Your task:
Every line of the listing below should be written out exactly, minus its images.
BEGIN Dataset entries
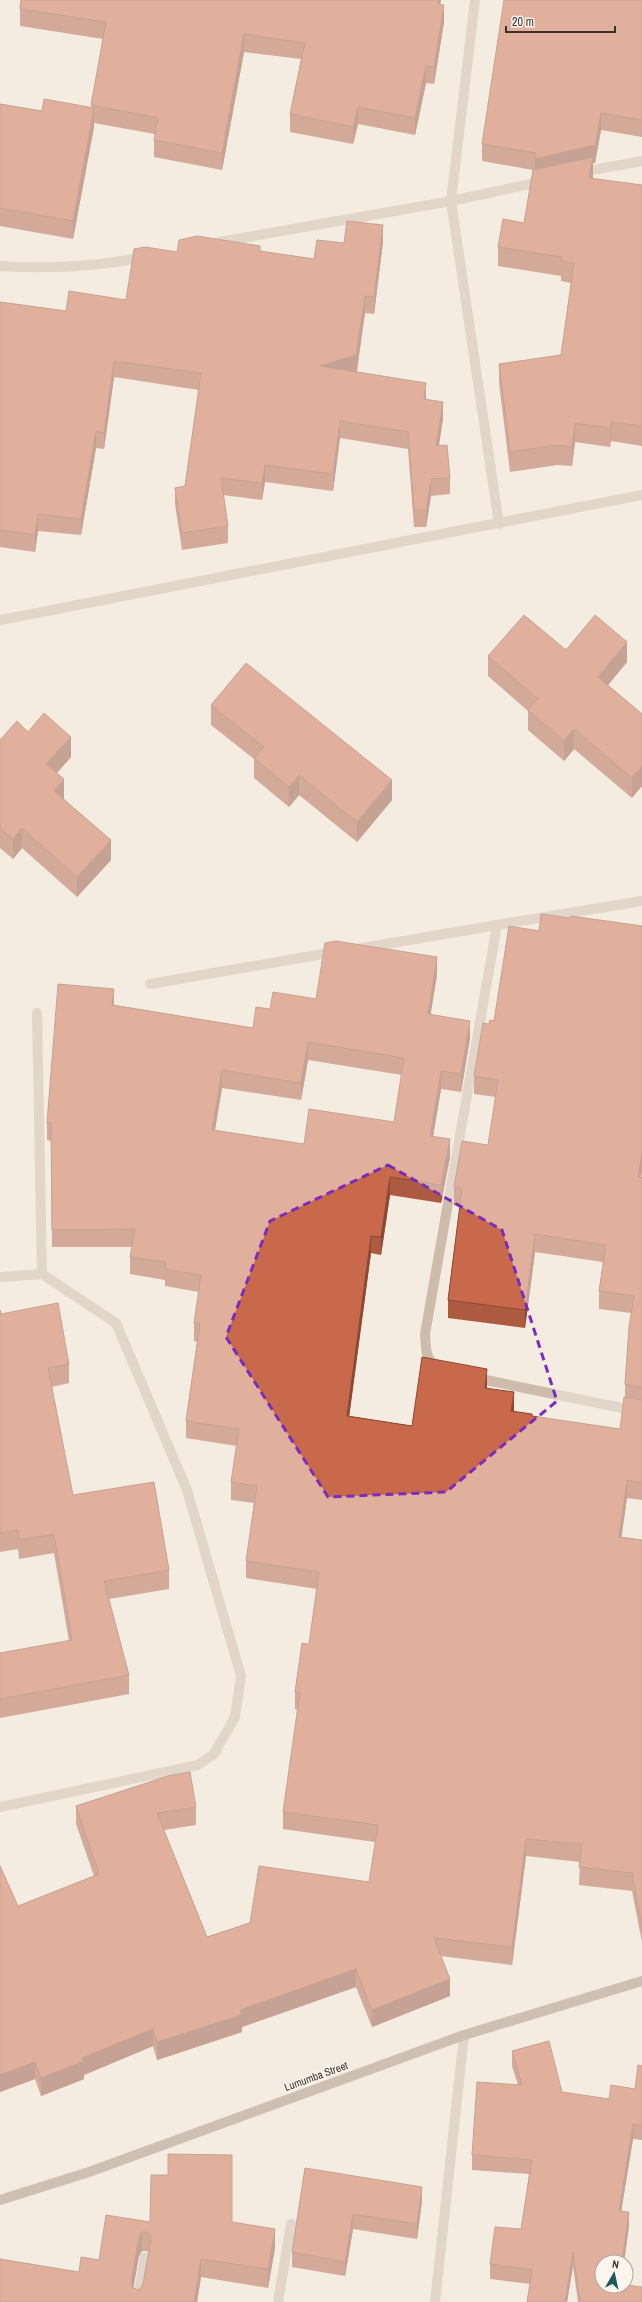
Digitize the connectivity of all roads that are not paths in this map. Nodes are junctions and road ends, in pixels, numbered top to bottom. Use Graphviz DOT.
graph roads {
  1 [pos="475,0"];
  2 [pos="642,161"];
  3 [pos="570,175"];
  4 [pos="555,178"];
  5 [pos="450,202"];
  6 [pos="203,245"];
  7 [pos="157,255"];
  8 [pos="0,266"];
  9 [pos="642,495"];
  10 [pos="499,524"];
  11 [pos="0,620"];
  12 [pos="642,902"];
  13 [pos="497,925"];
  14 [pos="150,984"];
  15 [pos="37,1013"];
  16 [pos="42,1274"];
  17 [pos="0,1277"];
  18 [pos="448,1372"];
  19 [pos="463,1375"];
  20 [pos="642,1412"];
  21 [pos="0,1807"];
  22 [pos="642,1981"];
  23 [pos="464,2035"];
  24 [pos="0,2200"];
  25 [pos="291,2224"];
  26 [pos="144,2257"];
  27 [pos="137,2302"];
  28 [pos="278,2302"];
  29 [pos="435,2302"];
  1 -- 5 [label="street"];
  2 -- 3 [label="street"];
  4 -- 5 [label="street"];
  5 -- 6 [label="street"];
  5 -- 10 [label="street"];
  7 -- 8 [label="street"];
  9 -- 10 [label="street"];
  10 -- 11 [label="street"];
  12 -- 13 [label="street"];
  13 -- 14 [label="street"];
  13 -- 18 [label="street"];
  15 -- 16 [label="street"];
  16 -- 17 [label="street"];
  16 -- 21 [label="street"];
  19 -- 20 [label="street"];
  22 -- 23 [label="main road, Lumumba Street"];
  23 -- 24 [label="main road, Lumumba Street"];
  23 -- 29 [label="street"];
  25 -- 28 [label="street"];
  26 -- 27 [label="street"];
}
END Dataset entries
Answer to this task:
Digitize the connectivity of all roads that are not paths in this map. Nodes are junctions and road ends, in pixels, numbered top to bottom. Use Graphviz DOT.
graph roads {
  1 [pos="475,0"];
  2 [pos="642,161"];
  3 [pos="570,175"];
  4 [pos="555,178"];
  5 [pos="450,202"];
  6 [pos="203,245"];
  7 [pos="157,255"];
  8 [pos="0,266"];
  9 [pos="642,495"];
  10 [pos="499,524"];
  11 [pos="0,620"];
  12 [pos="642,902"];
  13 [pos="497,925"];
  14 [pos="150,984"];
  15 [pos="37,1013"];
  16 [pos="42,1274"];
  17 [pos="0,1277"];
  18 [pos="448,1372"];
  19 [pos="463,1375"];
  20 [pos="642,1412"];
  21 [pos="0,1807"];
  22 [pos="642,1981"];
  23 [pos="464,2035"];
  24 [pos="0,2200"];
  25 [pos="291,2224"];
  26 [pos="144,2257"];
  27 [pos="137,2302"];
  28 [pos="278,2302"];
  29 [pos="435,2302"];
  1 -- 5 [label="street"];
  2 -- 3 [label="street"];
  4 -- 5 [label="street"];
  5 -- 6 [label="street"];
  5 -- 10 [label="street"];
  7 -- 8 [label="street"];
  9 -- 10 [label="street"];
  10 -- 11 [label="street"];
  12 -- 13 [label="street"];
  13 -- 14 [label="street"];
  13 -- 18 [label="street"];
  15 -- 16 [label="street"];
  16 -- 17 [label="street"];
  16 -- 21 [label="street"];
  19 -- 20 [label="street"];
  22 -- 23 [label="main road, Lumumba Street"];
  23 -- 24 [label="main road, Lumumba Street"];
  23 -- 29 [label="street"];
  25 -- 28 [label="street"];
  26 -- 27 [label="street"];
}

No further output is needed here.